Image source: Internet Archive

Other structures are the various diagrams, offering different renditions of the contents, such as the tree diagram from the first volume seen in the image below, functioning as a visual index.

Image source: Internet Archive

These textual and diagrammatic ways of mapping structures are hierarchical, as was the convention at the time. However, as Rosenberg explains:

Older encyclopedias were generally organized hierarchically and by subject. Theirs was designed to be navigated by keyword, to allow readers to enter and exit at any useful point. Additionally, their encyclopedia was hypertexted. Articles were linked in a web through a system of renvois or cross-references. The Encyclopédie also offered a hierarchical subject map, echoing the structure of older works, but, in the work of Diderot and d’Alembert, the tree of knowledge was presented as only one of several heuristics. (Rosenberg 2015)

The other structure — the implementation of cross-references — is a system of internal connections linking articles together. Within this system, there are two types of internal connections. The first type of connection is recommendations for further reading on related subjects and topics, linking together, as Diderot put it, “…Dialectics to Metaphysics; Metaphysics to Theology; Theology to Jurisprudence; Jurisprudence to History; History to Geography and Chronology […]” (Curran 2019) and so on. The second type of connection “put contradictory articles into dialogue,” for example, the article Freedom of Thought is linked to Diderot’s article Intolerance (of the Christian Church), inviting the “reader to cultivate a critical viewpoint” (Curran 2019). As the computer-generated diagram (seen in the image below) further elucidates, implicit in the system of internal connections is an underlying network structure.

Diagram by Olsen and Blanchard (Image source: Rosenberg (2015))
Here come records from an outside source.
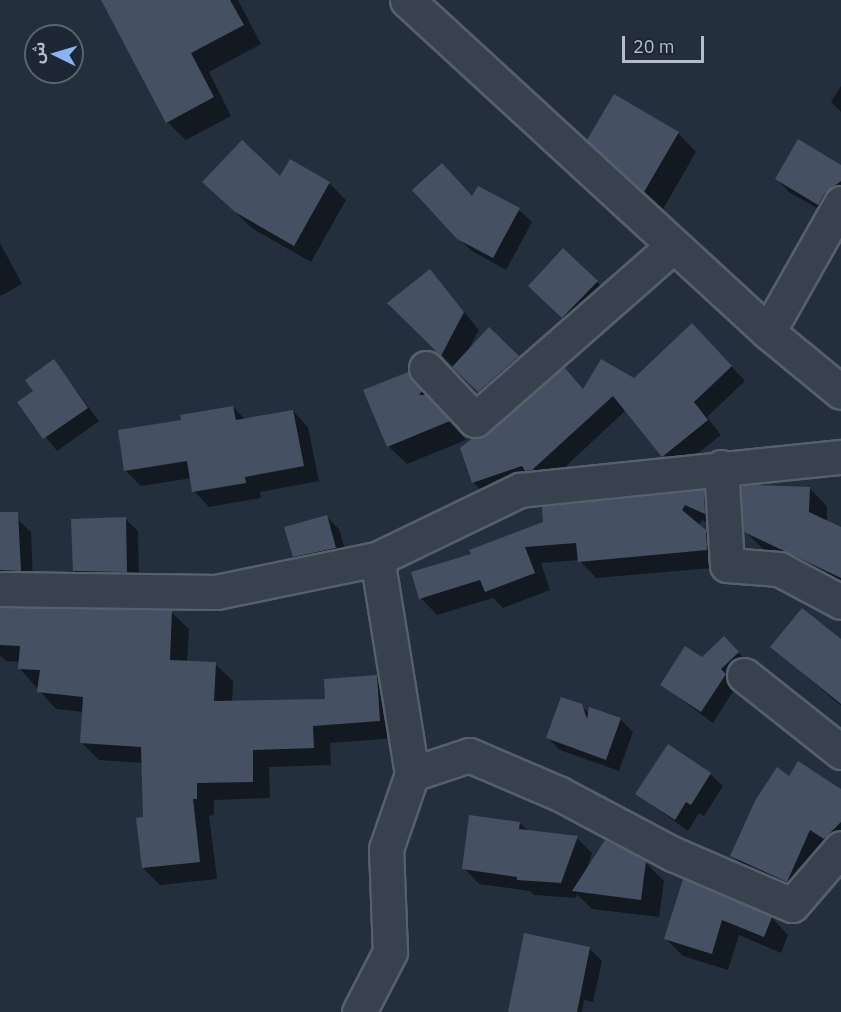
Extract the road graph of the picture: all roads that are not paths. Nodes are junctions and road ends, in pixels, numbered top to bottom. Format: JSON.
{"nodes":[{"id":1,"x":407,"y":0,"type":"edge"},
{"id":2,"x":841,"y":203,"type":"edge"},
{"id":3,"x":673,"y":246,"type":"junction"},
{"id":4,"x":768,"y":332,"type":"junction"},
{"id":5,"x":426,"y":368,"type":"dead end"},
{"id":6,"x":841,"y":392,"type":"edge"},
{"id":7,"x":841,"y":457,"type":"edge"},
{"id":8,"x":721,"y":467,"type":"junction"},
{"id":9,"x":377,"y":559,"type":"junction"},
{"id":10,"x":0,"y":589,"type":"edge"},
{"id":11,"x":841,"y":602,"type":"edge"},
{"id":12,"x":744,"y":675,"type":"dead end"},
{"id":13,"x":841,"y":752,"type":"edge"},
{"id":14,"x":412,"y":774,"type":"junction"},
{"id":15,"x":841,"y":848,"type":"edge"},
{"id":16,"x":359,"y":1012,"type":"edge"}],
"edges":[{"from":1,"to":3,"type":"street"},
{"from":2,"to":4,"type":"street"},
{"from":3,"to":4,"type":"street"},
{"from":3,"to":5,"type":"street"},
{"from":4,"to":6,"type":"street"},
{"from":7,"to":8,"type":"street"},
{"from":8,"to":9,"type":"street"},
{"from":8,"to":11,"type":"street"},
{"from":9,"to":10,"type":"street"},
{"from":9,"to":14,"type":"street"},
{"from":12,"to":13,"type":"street"},
{"from":14,"to":15,"type":"street"},
{"from":14,"to":16,"type":"street"}]}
Additionally, the diagram elucidates that conceiving knowledge as fundamentally hierarchical is not “paradigmatic of Enlightenment epistemology,” nor is it intrinsic to print (Rosenberg 2015). Rather, all subjects are interconnected, and as Rosenberg argues, though the

network diagram would not have been familiar to the generation of the Encyclopedists, the concepts behind it were. They too were thinking about intellectual phenomena in terms of underlying structures and aggregate relationships. (Rosenberg 2015)

2 The work of Paul Otlet (1868-1944)

The work of Paul Otlet — regarded as a pioneer of the field once called documentation that branched into what is now called information science (Le Deuff and Perret 2019) — developed new approaches to organizing and accessing information by devising models2 and establishing theoretical principles of information. Otlet also explored how information organization might be in the future (once media other than the book would take precedence) in the form of metaphorical illustrations of a global network of documents (Heuvel and Rayward 2011).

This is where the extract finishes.